(Given entries)
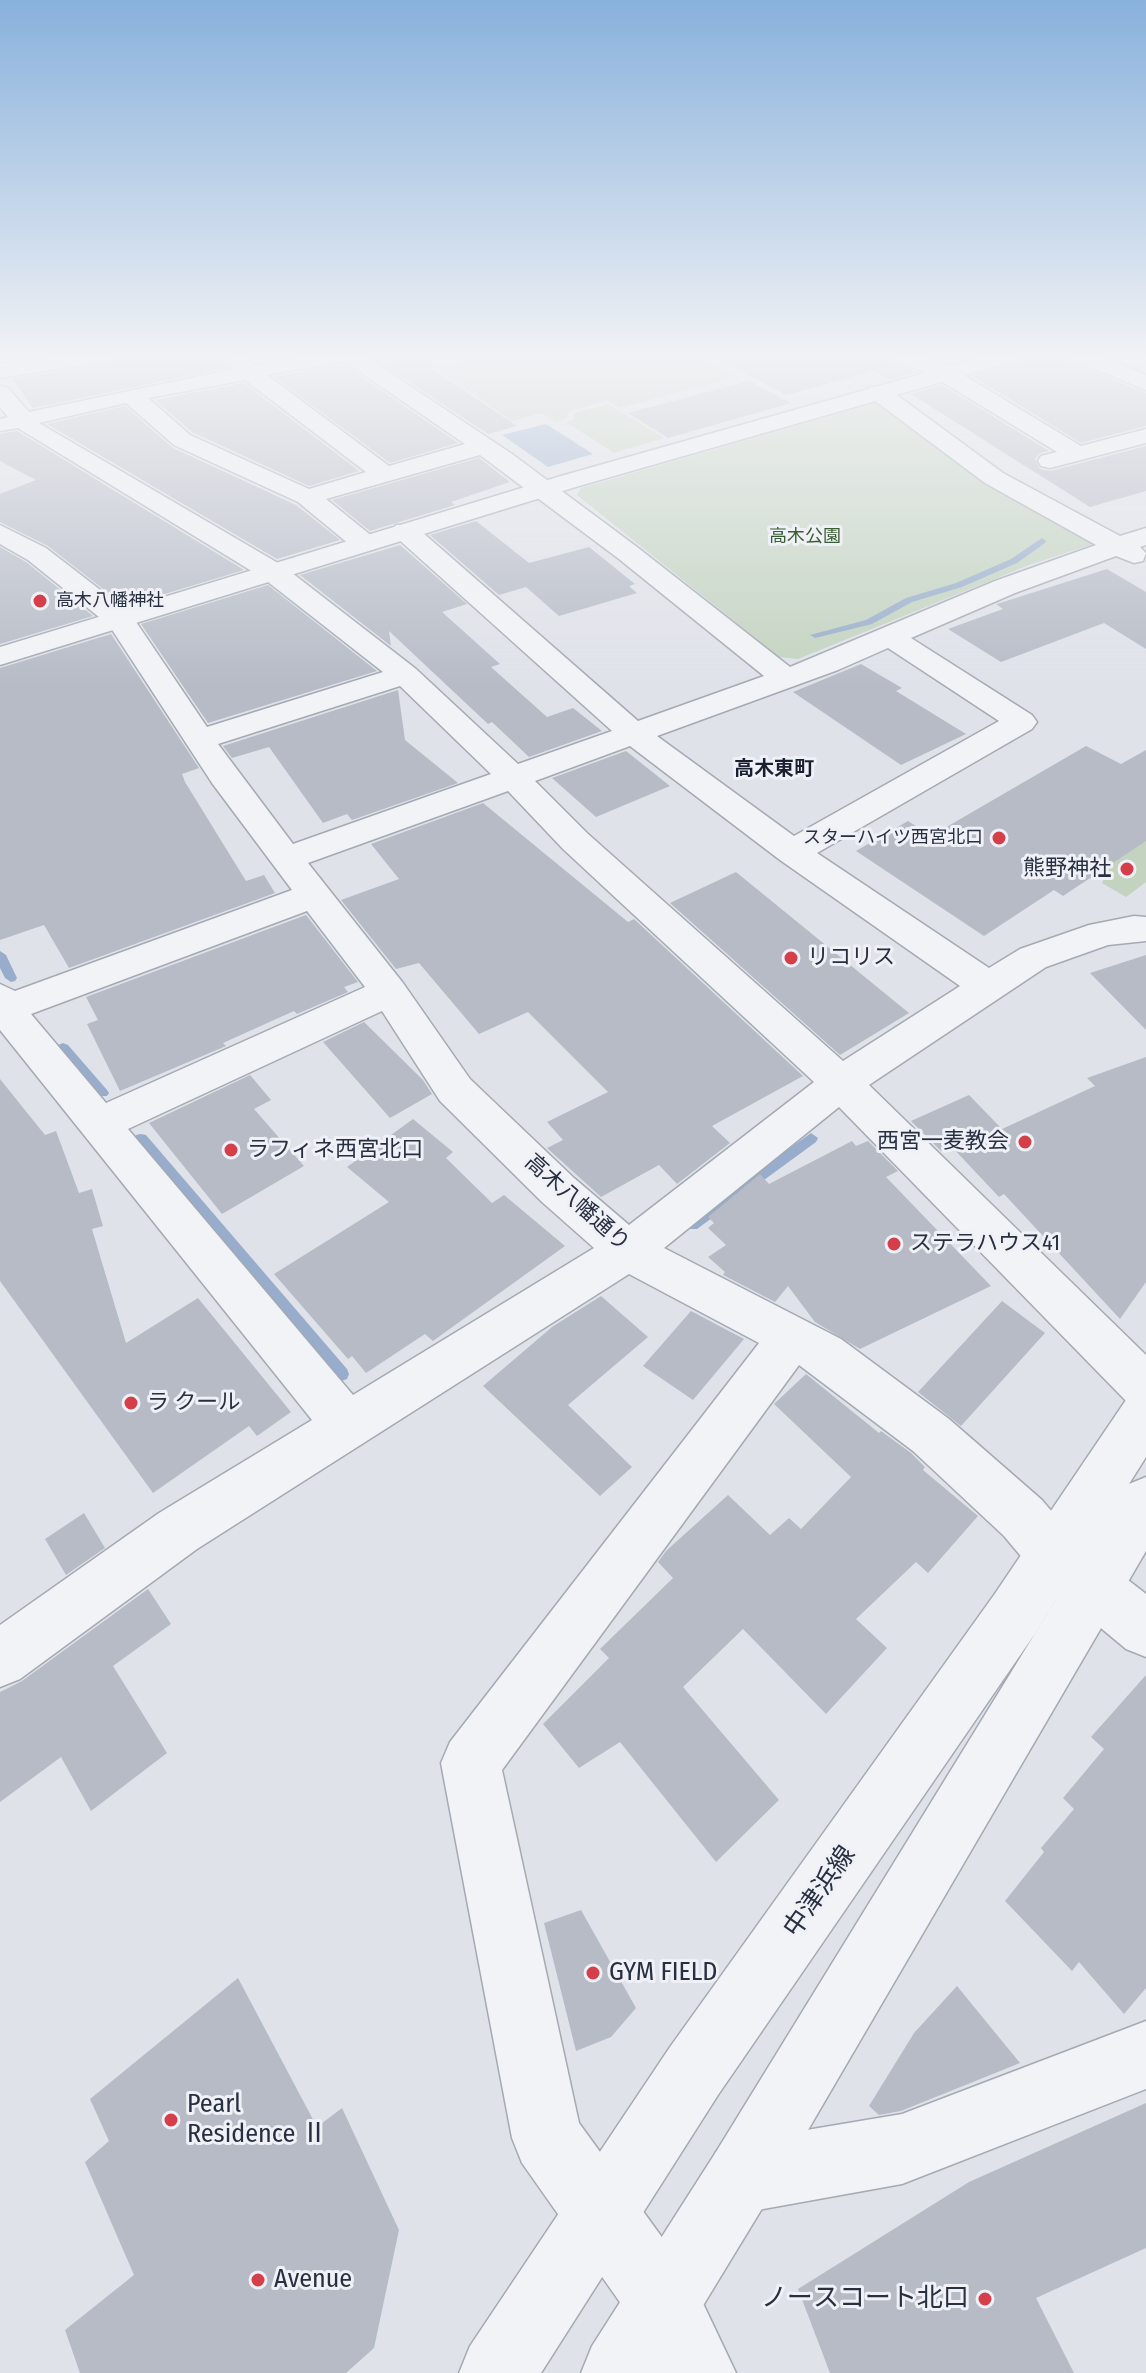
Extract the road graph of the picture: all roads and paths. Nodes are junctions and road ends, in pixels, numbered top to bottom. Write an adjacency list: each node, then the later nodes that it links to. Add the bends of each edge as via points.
1 (94, 465): 19 (street)
2 (236, 465): 12 (street)
3 (372, 465): 9 (street)
4 (417, 465): 9 (street)
5 (510, 465): 11 (street)
6 (627, 465): 11 (street)
7 (976, 465): 10 (street)
8 (1037, 465): 10 (street)
9 (384, 474): 12 (street)
10 (994, 478): 17 (street)
11 (543, 489): 13 (street); 24 (street)
12 (307, 497): 16 (street)
13 (405, 531): 16 (street); 25 (street)
14 (0, 533): 20 (street, 高木八幡通り, via 37,554)
15 (1146, 536): 17 (street)
16 (364, 543): 19 (street)
17 (1117, 545): 18 (street); 21 (street)
18 (1146, 562)
19 (273, 572): 20 (street); 23 (street)
20 (120, 619): 22 (street); 26 (street, 高木八幡通り)
21 (890, 637): 24 (street); 28 (street, via 1021,722)
22 (0, 656)
23 (405, 675): 26 (street); 27 (street)
24 (786, 679): 25 (street)
25 (633, 733): 27 (street); 28 (street)
26 (198, 740): 29 (street, 高木八幡通り)
27 (513, 777): 29 (street); 35 (street, via 575,841)
28 (792, 852): 32 (street)
29 (286, 859): 30 (street, 高木八幡通り)
30 (314, 895): 33 (street, 高木八幡通り); 34 (street)
31 (1146, 929): 32 (street, via 1102,934 1033,958)
32 (988, 986): 35 (street)
33 (389, 992): 36 (street); 37 (street, 高木八幡通り, via 455,1090)
34 (2, 1006): 36 (street)
35 (841, 1083): 37 (street); 39 (street)
36 (100, 1124): 41 (street)
37 (628, 1251): 38 (street, 高木八幡通り); 41 (street)
38 (793, 1336): 43 (street, 高木八幡通り, via 931,1435); 48 (street, via 471,1763 547,2138)
39 (1146, 1388)
40 (1146, 1413): 43 (street, 中津浜線)
41 (346, 1425): 45 (street, via 178,1531)
42 (1146, 1502): 43 (street, 中津浜線)
43 (1073, 1571): 44 (street, 高木八幡通り); 47 (street, 中津浜線); 48 (street, 中津浜線, via 694,2071)
44 (1146, 1629)
45 (0, 1659)
46 (1146, 2055): 47 (street, via 902,2149)
47 (741, 2177): 49 (street, 中津浜線)
48 (599, 2215): 49 (street); 50 (street, 中津浜線)
49 (664, 2302): 51 (street, 中津浜線); 52 (street)
50 (497, 2373)
51 (619, 2373)
52 (698, 2373)

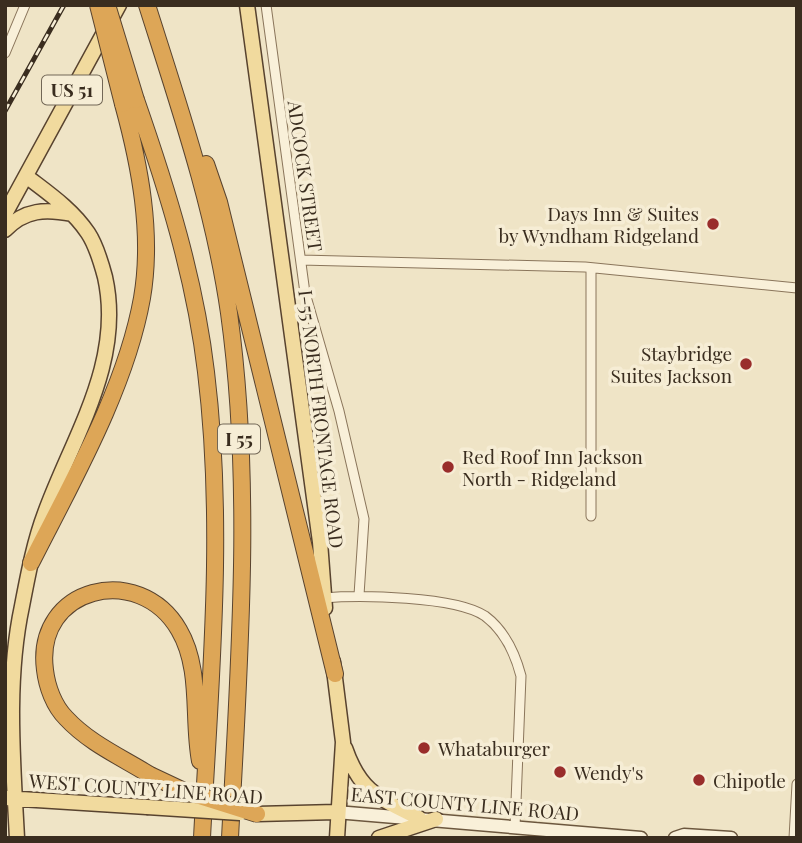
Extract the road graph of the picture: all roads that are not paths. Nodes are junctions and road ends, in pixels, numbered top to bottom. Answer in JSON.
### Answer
{"nodes":[{"id":1,"x":25,"y":5,"type":"edge"},
{"id":2,"x":98,"y":5,"type":"edge"},
{"id":3,"x":108,"y":5,"type":"edge"},
{"id":4,"x":119,"y":5,"type":"edge"},
{"id":5,"x":147,"y":5,"type":"edge"},
{"id":6,"x":247,"y":5,"type":"edge"},
{"id":7,"x":266,"y":5,"type":"edge"},
{"id":8,"x":5,"y":53,"type":"edge"},
{"id":9,"x":162,"y":54,"type":"junction"},
{"id":10,"x":130,"y":102,"type":"junction"},
{"id":11,"x":26,"y":176,"type":"junction"},
{"id":12,"x":5,"y":214,"type":"edge"},
{"id":13,"x":72,"y":214,"type":"junction"},
{"id":14,"x":5,"y":230,"type":"edge"},
{"id":15,"x":301,"y":260,"type":"junction"},
{"id":16,"x":591,"y":268,"type":"junction"},
{"id":17,"x":797,"y":288,"type":"edge"},
{"id":18,"x":591,"y":516,"type":"dead end"},
{"id":19,"x":31,"y":563,"type":"junction"},
{"id":20,"x":359,"y":596,"type":"junction"},
{"id":21,"x":323,"y":598,"type":"junction"},
{"id":22,"x":335,"y":674,"type":"junction"},
{"id":23,"x":11,"y":697,"type":"junction"},
{"id":24,"x":5,"y":723,"type":"edge"},
{"id":25,"x":343,"y":742,"type":"junction"},
{"id":26,"x":797,"y":784,"type":"edge"},
{"id":27,"x":205,"y":789,"type":"junction"},
{"id":28,"x":11,"y":799,"type":"edge"},
{"id":29,"x":336,"y":812,"type":"junction"},
{"id":30,"x":257,"y":814,"type":"junction"},
{"id":31,"x":285,"y":815,"type":"joint"},
{"id":32,"x":419,"y":817,"type":"junction"},
{"id":33,"x":436,"y":819,"type":"junction"},
{"id":34,"x":516,"y":827,"type":"junction"},
{"id":35,"x":5,"y":832,"type":"edge"},
{"id":36,"x":9,"y":838,"type":"edge"},
{"id":37,"x":17,"y":838,"type":"edge"},
{"id":38,"x":202,"y":838,"type":"edge"},
{"id":39,"x":230,"y":838,"type":"edge"},
{"id":40,"x":337,"y":838,"type":"edge"},
{"id":41,"x":379,"y":838,"type":"edge"},
{"id":42,"x":642,"y":838,"type":"edge"},
{"id":43,"x":675,"y":838,"type":"edge"},
{"id":44,"x":731,"y":838,"type":"edge"},
{"id":45,"x":794,"y":838,"type":"edge"}],
"edges":[{"from":1,"to":8,"type":"street"},
{"from":2,"to":10,"type":"highway","bridge":true},
{"from":3,"to":10,"type":"highway","number":"I 55","bridge":true},
{"from":4,"to":11,"type":"main road","number":"US 51"},
{"from":5,"to":9,"type":"highway","number":"I 55"},
{"from":6,"to":21,"type":"main road","name":"I-55 NORTH FRONTAGE ROAD"},
{"from":7,"to":15,"type":"street","name":"ADCOCK STREET"},
{"from":9,"to":22,"type":"highway"},
{"from":9,"to":39,"type":"highway","number":"I 55"},
{"from":10,"to":19,"type":"highway"},
{"from":10,"to":27,"type":"highway","number":"I 55"},
{"from":11,"to":12,"type":"main road","number":"US 51"},
{"from":11,"to":13,"type":"main road"},
{"from":13,"to":14,"type":"main road"},
{"from":13,"to":19,"type":"main road"},
{"from":15,"to":16,"type":"street"},
{"from":15,"to":20,"type":"street","name":"ADCOCK STREET"},
{"from":16,"to":17,"type":"street"},
{"from":16,"to":18,"type":"street"},
{"from":19,"to":23,"type":"main road"},
{"from":20,"to":21,"type":"street"},
{"from":20,"to":34,"type":"street"},
{"from":21,"to":22,"type":"main road","name":"I-55 NORTH FRONTAGE ROAD"},
{"from":22,"to":25,"type":"main road","name":"I-55 NORTH FRONTAGE ROAD"},
{"from":23,"to":24,"type":"main road"},
{"from":23,"to":28,"type":"main road"},
{"from":25,"to":29,"type":"main road","name":"I-55 NORTH FRONTAGE ROAD"},
{"from":25,"to":32,"type":"main road"},
{"from":26,"to":45,"type":"street"},
{"from":27,"to":30,"type":"highway","bridge":true},
{"from":27,"to":38,"type":"highway","number":"I 55"},
{"from":28,"to":30,"type":"main road","name":"WEST COUNTY LINE ROAD","bridge":true},
{"from":28,"to":37,"type":"main road"},
{"from":29,"to":31,"type":"main road","name":"EAST COUNTY LINE ROAD"},
{"from":29,"to":32,"type":"main road","name":"EAST COUNTY LINE ROAD"},
{"from":29,"to":40,"type":"main road","name":"I-55 NORTH FRONTAGE ROAD"},
{"from":30,"to":31,"type":"main road","name":"WEST COUNTY LINE ROAD"},
{"from":32,"to":33,"type":"main road","name":"EAST COUNTY LINE ROAD"},
{"from":33,"to":34,"type":"main road","name":"EAST COUNTY LINE ROAD"},
{"from":33,"to":41,"type":"main road"},
{"from":34,"to":42,"type":"main road","name":"EAST COUNTY LINE ROAD"},
{"from":35,"to":36,"type":"main road"},
{"from":43,"to":44,"type":"main road"}]}
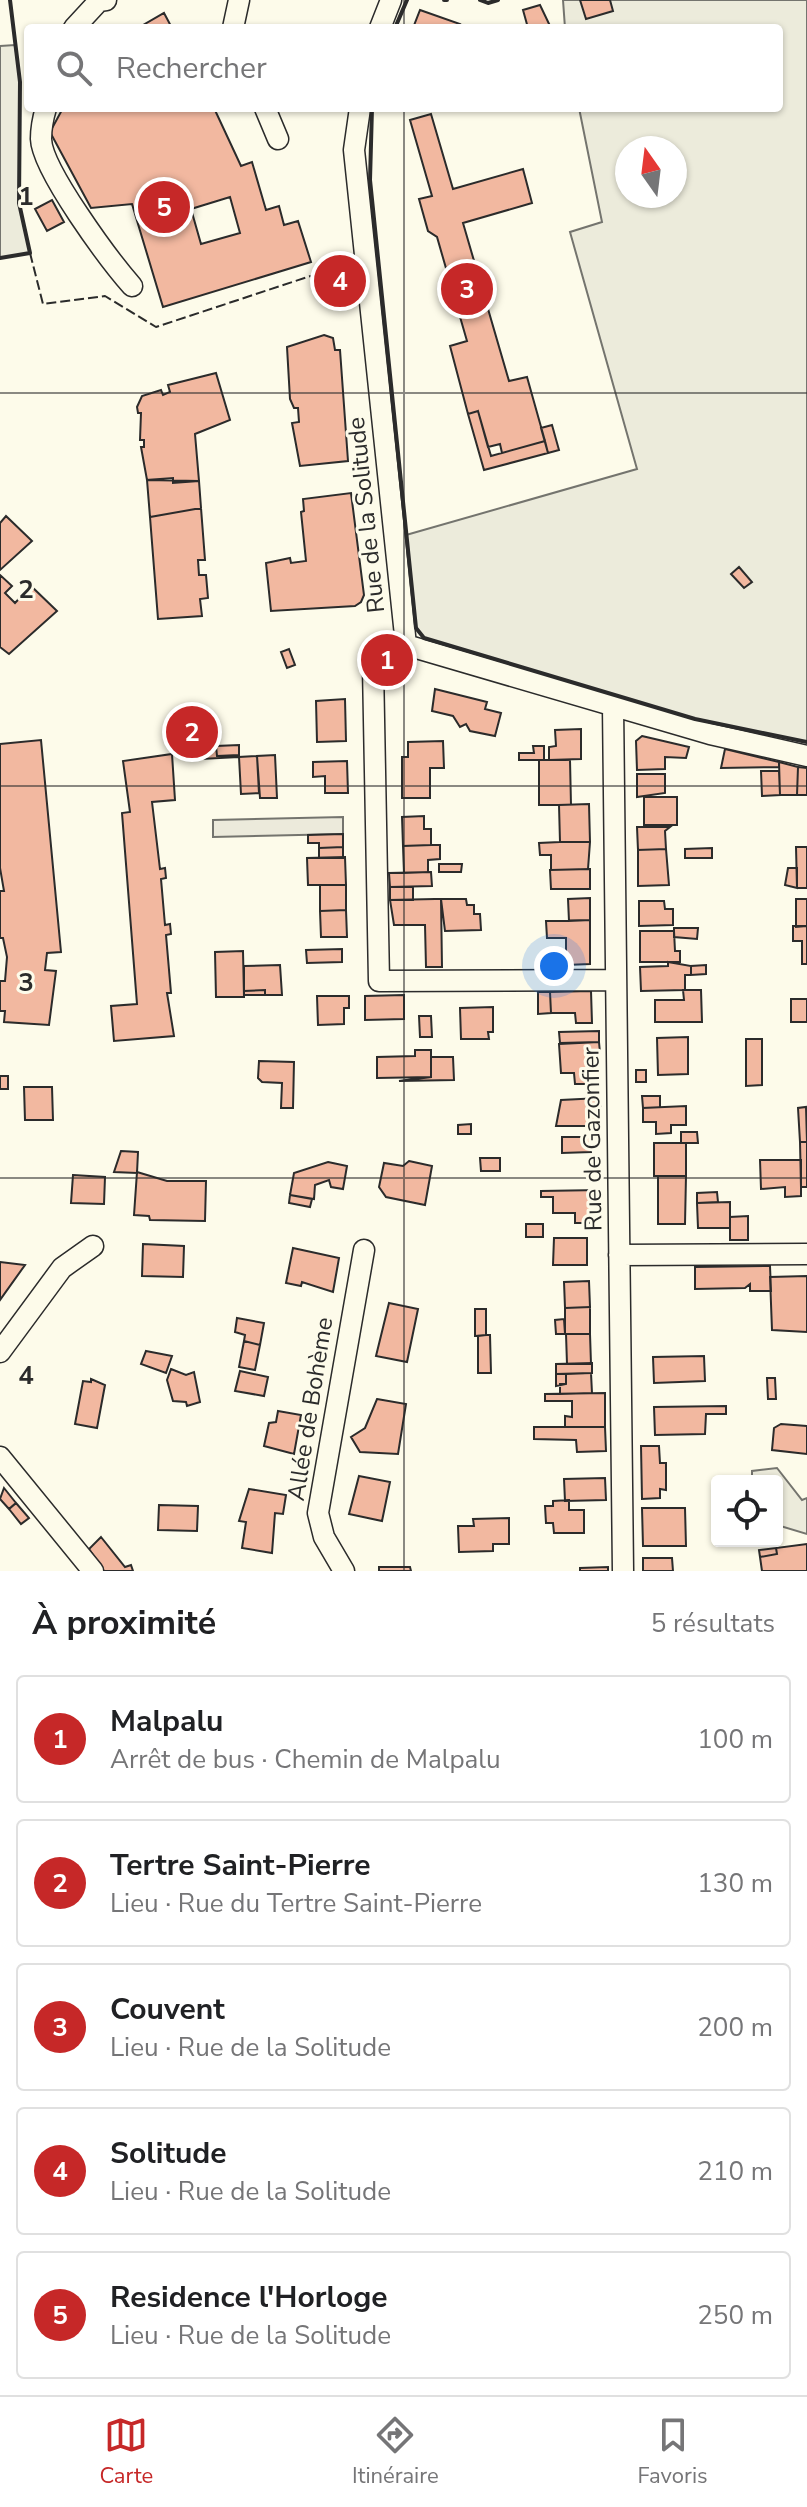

(Exercise aim)
For the listing above, say how many lines hold the string "bridge". Give only that number.

(Result of the task)
4